Start of Recorded information
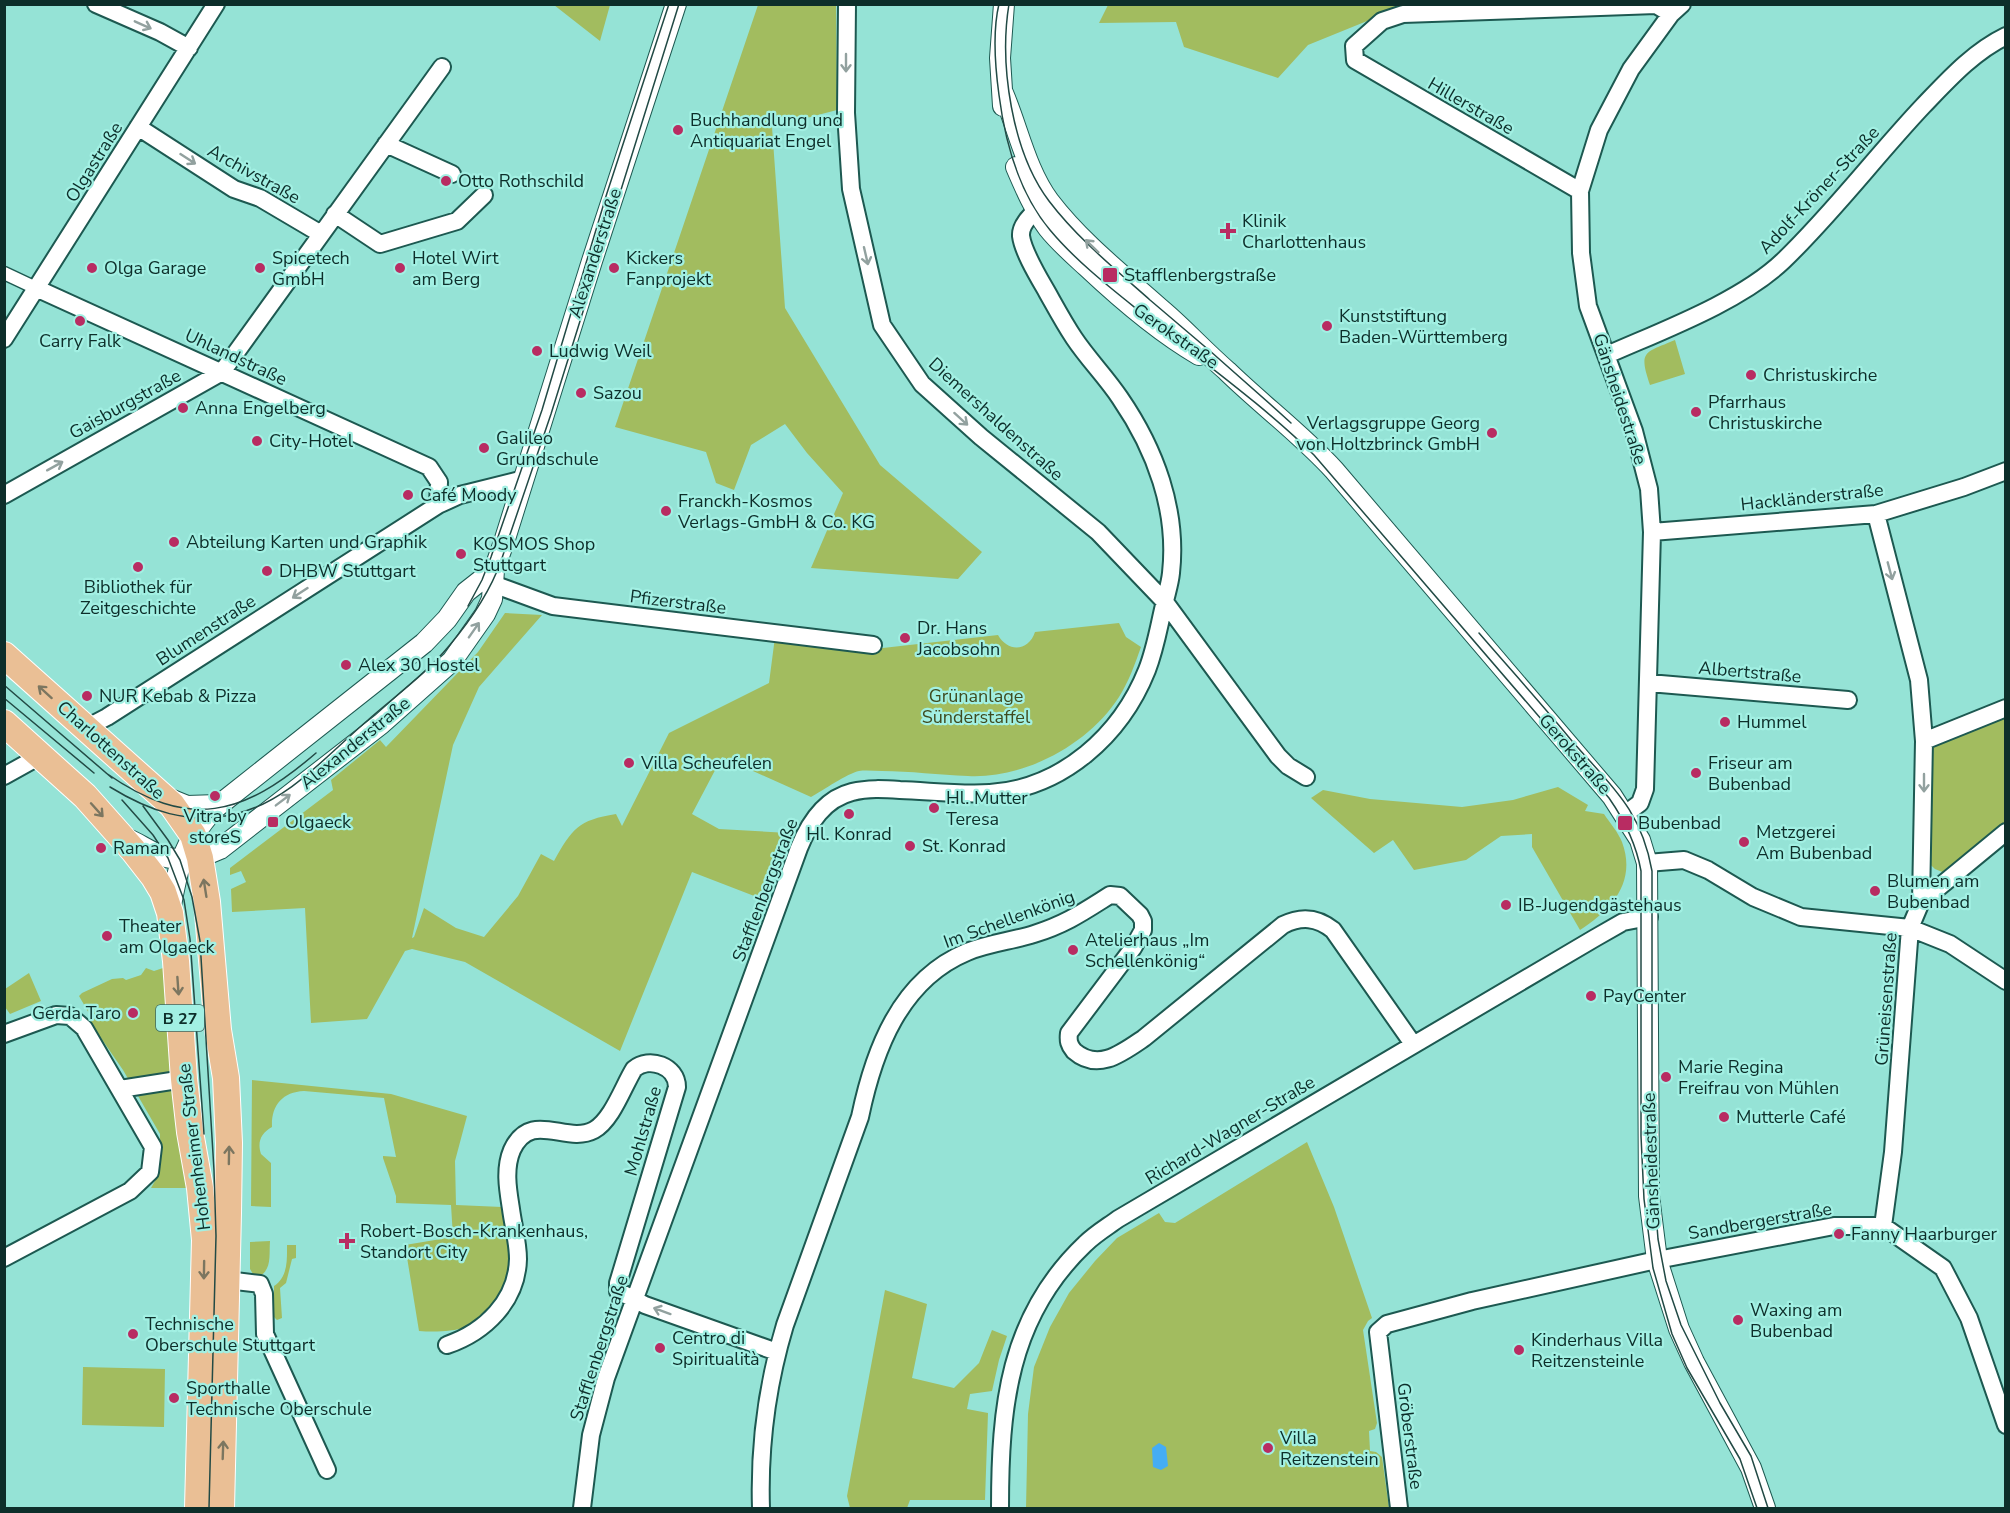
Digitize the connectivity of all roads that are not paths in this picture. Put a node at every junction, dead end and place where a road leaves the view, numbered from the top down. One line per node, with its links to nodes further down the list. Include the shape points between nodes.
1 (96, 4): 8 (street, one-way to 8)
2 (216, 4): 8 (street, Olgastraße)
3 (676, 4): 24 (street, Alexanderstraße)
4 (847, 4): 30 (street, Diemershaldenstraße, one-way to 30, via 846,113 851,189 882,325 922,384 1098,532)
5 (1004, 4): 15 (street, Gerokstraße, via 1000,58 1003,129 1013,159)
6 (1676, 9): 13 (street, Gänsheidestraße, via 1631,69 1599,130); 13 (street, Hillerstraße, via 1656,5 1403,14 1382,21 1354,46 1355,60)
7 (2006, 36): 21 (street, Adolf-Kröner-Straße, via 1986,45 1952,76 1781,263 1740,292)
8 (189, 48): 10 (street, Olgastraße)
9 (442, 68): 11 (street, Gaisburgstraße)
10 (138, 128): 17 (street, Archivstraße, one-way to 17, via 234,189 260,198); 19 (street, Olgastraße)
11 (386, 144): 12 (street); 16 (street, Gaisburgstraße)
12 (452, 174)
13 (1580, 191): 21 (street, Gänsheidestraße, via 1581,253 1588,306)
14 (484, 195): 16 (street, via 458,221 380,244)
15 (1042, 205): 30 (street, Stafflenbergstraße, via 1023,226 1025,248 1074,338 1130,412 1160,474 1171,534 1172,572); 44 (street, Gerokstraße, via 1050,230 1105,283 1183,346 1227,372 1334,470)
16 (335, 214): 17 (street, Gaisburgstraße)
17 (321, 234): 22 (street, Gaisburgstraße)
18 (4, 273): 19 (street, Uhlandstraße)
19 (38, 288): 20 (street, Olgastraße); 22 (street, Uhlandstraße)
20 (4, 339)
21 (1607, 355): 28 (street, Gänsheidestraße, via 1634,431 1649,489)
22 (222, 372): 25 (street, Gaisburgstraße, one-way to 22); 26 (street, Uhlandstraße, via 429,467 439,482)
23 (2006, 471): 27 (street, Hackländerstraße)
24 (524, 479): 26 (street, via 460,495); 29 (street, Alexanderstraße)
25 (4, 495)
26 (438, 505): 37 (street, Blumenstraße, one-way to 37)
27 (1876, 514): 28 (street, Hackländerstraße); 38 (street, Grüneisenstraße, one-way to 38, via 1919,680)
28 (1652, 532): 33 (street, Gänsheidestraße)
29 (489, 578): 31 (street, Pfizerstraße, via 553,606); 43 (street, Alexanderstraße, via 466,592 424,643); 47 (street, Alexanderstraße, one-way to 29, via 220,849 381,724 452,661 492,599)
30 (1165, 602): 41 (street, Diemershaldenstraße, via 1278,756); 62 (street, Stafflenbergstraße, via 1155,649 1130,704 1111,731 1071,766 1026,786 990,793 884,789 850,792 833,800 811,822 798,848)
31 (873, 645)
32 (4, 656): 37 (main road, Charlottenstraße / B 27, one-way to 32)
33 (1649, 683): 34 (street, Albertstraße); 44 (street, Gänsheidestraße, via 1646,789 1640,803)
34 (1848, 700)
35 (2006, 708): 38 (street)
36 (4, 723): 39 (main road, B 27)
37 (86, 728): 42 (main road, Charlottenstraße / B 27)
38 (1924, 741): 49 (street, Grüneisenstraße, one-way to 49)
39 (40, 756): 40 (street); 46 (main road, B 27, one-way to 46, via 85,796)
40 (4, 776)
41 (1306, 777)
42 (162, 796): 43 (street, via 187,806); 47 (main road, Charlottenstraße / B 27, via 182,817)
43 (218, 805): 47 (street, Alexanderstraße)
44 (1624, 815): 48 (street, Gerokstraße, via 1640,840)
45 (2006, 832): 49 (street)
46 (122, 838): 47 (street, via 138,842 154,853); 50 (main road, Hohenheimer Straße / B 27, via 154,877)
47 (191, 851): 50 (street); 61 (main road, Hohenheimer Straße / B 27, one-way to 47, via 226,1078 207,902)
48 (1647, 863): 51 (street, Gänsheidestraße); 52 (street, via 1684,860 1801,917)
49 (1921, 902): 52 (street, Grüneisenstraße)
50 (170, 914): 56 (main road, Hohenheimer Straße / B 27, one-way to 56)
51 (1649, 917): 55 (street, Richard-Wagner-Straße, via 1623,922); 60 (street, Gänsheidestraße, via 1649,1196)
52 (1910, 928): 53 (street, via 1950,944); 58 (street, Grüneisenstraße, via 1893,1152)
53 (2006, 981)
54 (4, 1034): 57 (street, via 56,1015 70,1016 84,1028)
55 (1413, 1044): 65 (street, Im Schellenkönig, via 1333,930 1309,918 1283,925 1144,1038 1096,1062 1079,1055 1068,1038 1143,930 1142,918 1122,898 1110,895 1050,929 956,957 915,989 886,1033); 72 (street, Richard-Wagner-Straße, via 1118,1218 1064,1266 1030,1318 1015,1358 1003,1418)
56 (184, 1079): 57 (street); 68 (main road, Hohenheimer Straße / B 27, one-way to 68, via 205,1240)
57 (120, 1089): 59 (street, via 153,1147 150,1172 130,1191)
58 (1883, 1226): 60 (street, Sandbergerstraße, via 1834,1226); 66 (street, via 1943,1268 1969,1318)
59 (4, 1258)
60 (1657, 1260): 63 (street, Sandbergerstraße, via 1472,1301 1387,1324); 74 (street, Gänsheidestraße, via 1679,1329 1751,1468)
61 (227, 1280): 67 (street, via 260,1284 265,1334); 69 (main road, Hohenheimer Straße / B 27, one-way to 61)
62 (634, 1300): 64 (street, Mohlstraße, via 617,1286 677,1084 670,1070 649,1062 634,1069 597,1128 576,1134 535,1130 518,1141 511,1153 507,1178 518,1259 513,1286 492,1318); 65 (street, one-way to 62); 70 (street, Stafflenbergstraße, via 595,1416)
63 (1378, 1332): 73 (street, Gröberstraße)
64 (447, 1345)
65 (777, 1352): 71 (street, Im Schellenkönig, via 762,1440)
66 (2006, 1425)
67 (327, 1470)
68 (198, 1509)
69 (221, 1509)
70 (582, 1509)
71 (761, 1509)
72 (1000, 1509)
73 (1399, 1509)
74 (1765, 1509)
End of Recorded information
Start of Recorded information
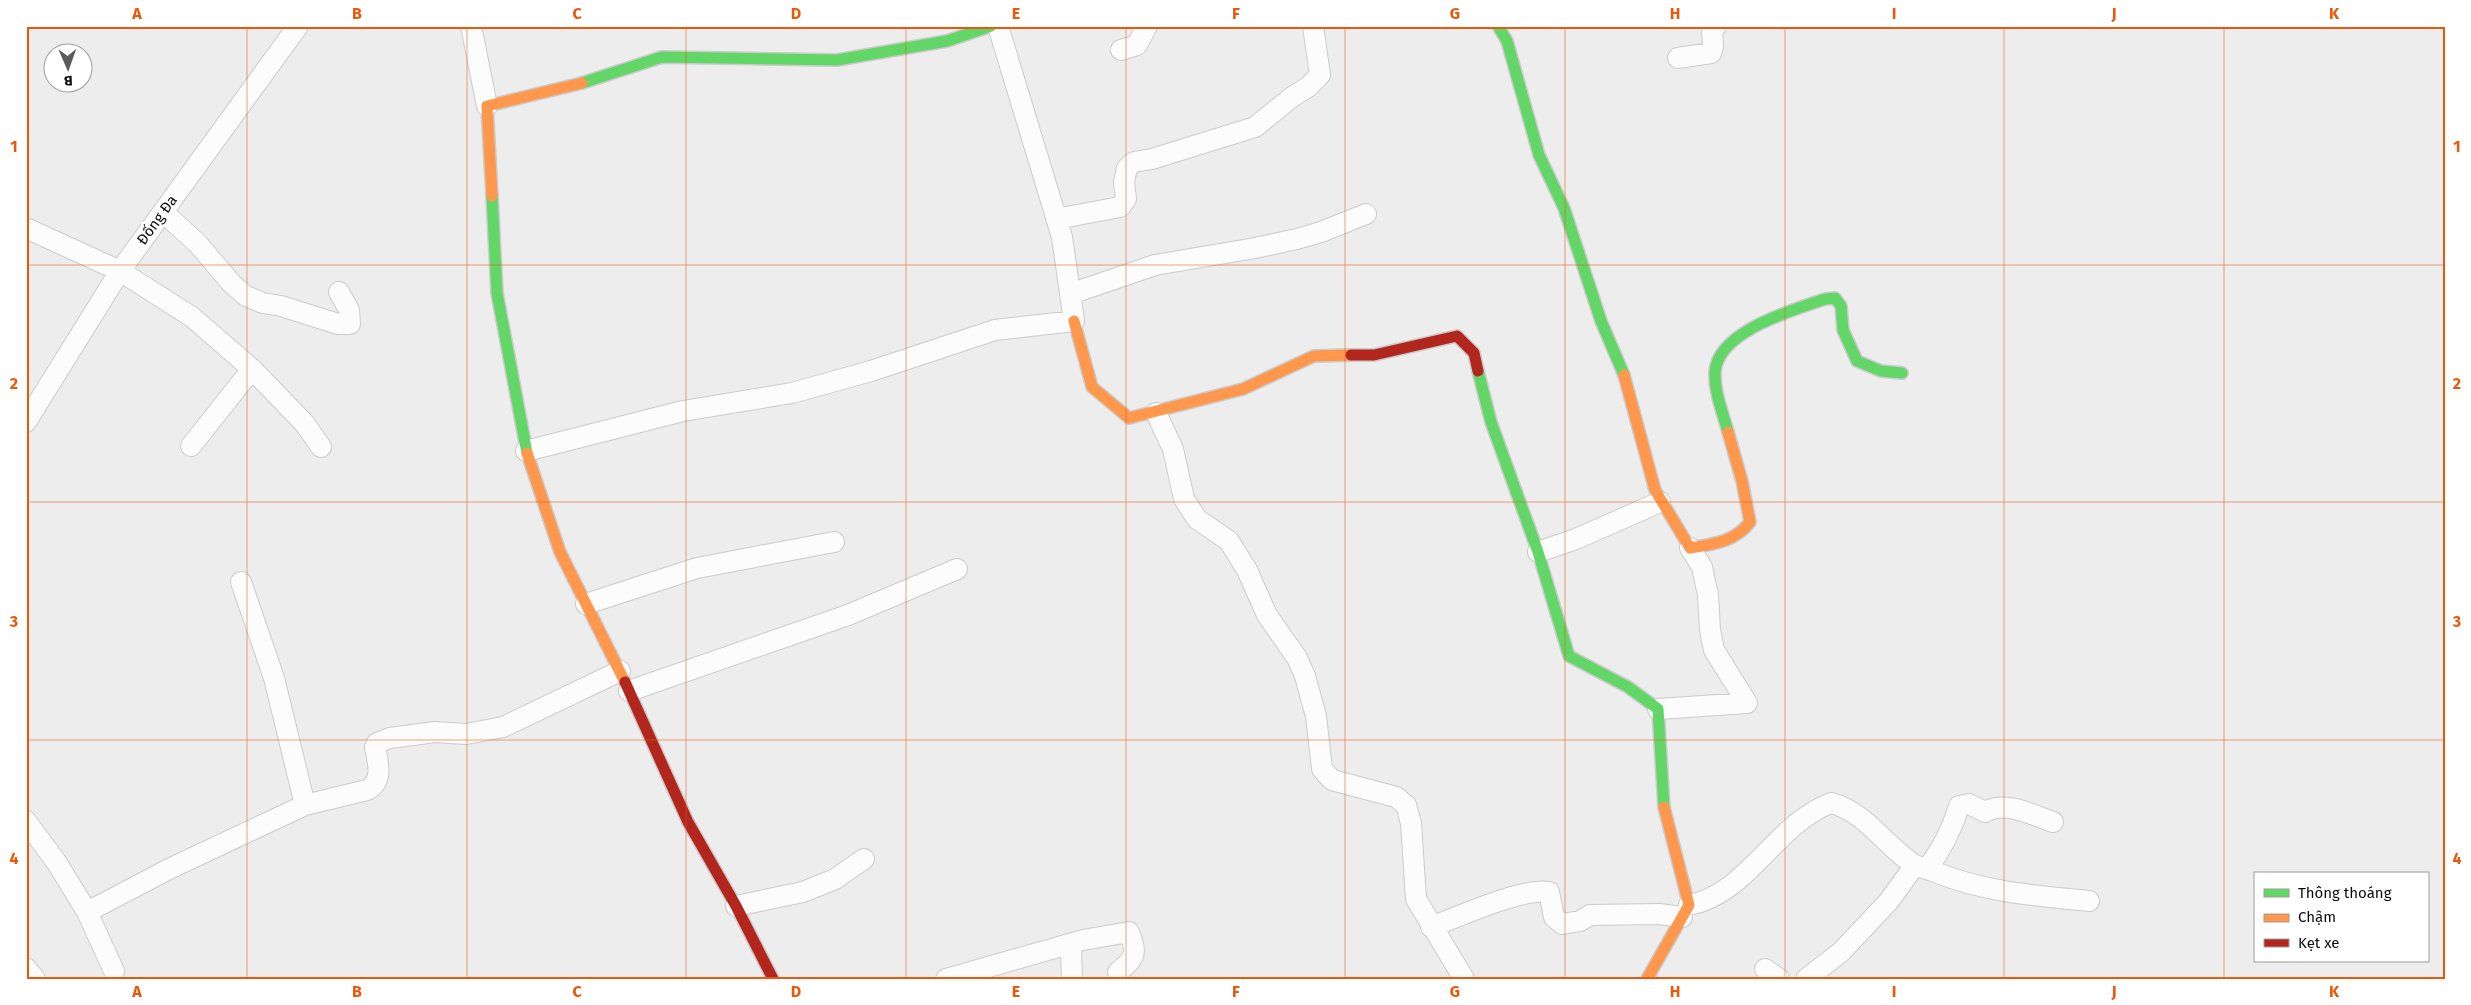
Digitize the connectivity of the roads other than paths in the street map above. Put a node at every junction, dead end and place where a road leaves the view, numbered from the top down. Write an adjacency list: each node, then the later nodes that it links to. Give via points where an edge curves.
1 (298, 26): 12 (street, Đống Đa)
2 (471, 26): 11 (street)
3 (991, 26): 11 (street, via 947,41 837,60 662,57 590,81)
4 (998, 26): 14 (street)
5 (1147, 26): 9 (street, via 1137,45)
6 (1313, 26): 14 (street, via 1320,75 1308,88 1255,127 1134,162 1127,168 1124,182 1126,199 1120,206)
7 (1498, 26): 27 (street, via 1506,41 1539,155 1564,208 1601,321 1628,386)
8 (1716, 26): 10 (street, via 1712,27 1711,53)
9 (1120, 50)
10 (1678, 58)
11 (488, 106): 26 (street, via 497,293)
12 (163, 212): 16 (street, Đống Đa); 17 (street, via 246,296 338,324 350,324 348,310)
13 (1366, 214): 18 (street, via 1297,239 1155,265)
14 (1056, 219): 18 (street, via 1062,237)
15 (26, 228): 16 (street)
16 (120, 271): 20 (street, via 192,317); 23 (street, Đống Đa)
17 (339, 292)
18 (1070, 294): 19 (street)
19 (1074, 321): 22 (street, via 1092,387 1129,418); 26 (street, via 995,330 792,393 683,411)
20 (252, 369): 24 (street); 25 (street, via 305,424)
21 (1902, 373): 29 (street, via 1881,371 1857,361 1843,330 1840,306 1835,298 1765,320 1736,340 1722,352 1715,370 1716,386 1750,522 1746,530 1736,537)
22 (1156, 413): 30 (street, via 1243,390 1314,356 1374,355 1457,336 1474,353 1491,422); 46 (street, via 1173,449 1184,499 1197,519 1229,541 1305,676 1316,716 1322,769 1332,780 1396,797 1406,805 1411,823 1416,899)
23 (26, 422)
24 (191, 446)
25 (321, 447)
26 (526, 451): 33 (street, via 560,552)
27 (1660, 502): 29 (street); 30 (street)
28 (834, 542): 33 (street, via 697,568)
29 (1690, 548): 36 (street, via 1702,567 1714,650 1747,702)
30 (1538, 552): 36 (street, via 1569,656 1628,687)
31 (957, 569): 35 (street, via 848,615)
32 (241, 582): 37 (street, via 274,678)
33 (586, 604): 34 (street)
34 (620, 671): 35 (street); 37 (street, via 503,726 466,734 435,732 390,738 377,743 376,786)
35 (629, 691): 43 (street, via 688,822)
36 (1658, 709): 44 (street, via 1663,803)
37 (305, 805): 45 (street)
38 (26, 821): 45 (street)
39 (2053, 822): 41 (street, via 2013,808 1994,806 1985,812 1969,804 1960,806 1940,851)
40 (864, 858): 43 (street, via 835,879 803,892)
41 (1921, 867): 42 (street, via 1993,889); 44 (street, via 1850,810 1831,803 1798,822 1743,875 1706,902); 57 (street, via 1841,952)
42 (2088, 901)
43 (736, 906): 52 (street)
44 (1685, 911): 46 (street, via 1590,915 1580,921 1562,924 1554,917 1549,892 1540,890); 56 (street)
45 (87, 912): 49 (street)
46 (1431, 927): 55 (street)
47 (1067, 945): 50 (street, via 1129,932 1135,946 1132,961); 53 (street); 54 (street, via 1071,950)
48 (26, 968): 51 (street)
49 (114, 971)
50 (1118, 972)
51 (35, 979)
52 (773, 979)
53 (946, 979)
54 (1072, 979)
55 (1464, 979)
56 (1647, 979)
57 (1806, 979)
End of Recorded information
Work task >>
The answer must be every line of the records that contains the word "Wagner".

Task response >>
51 (1649, 917): 55 (street, Richard-Wagner-Straße, via 1623,922); 60 (street, Gänsheidestraße, via 1649,1196)
55 (1413, 1044): 65 (street, Im Schellenkönig, via 1333,930 1309,918 1283,925 1144,1038 1096,1062 1079,1055 1068,1038 1143,930 1142,918 1122,898 1110,895 1050,929 956,957 915,989 886,1033); 72 (street, Richard-Wagner-Straße, via 1118,1218 1064,1266 1030,1318 1015,1358 1003,1418)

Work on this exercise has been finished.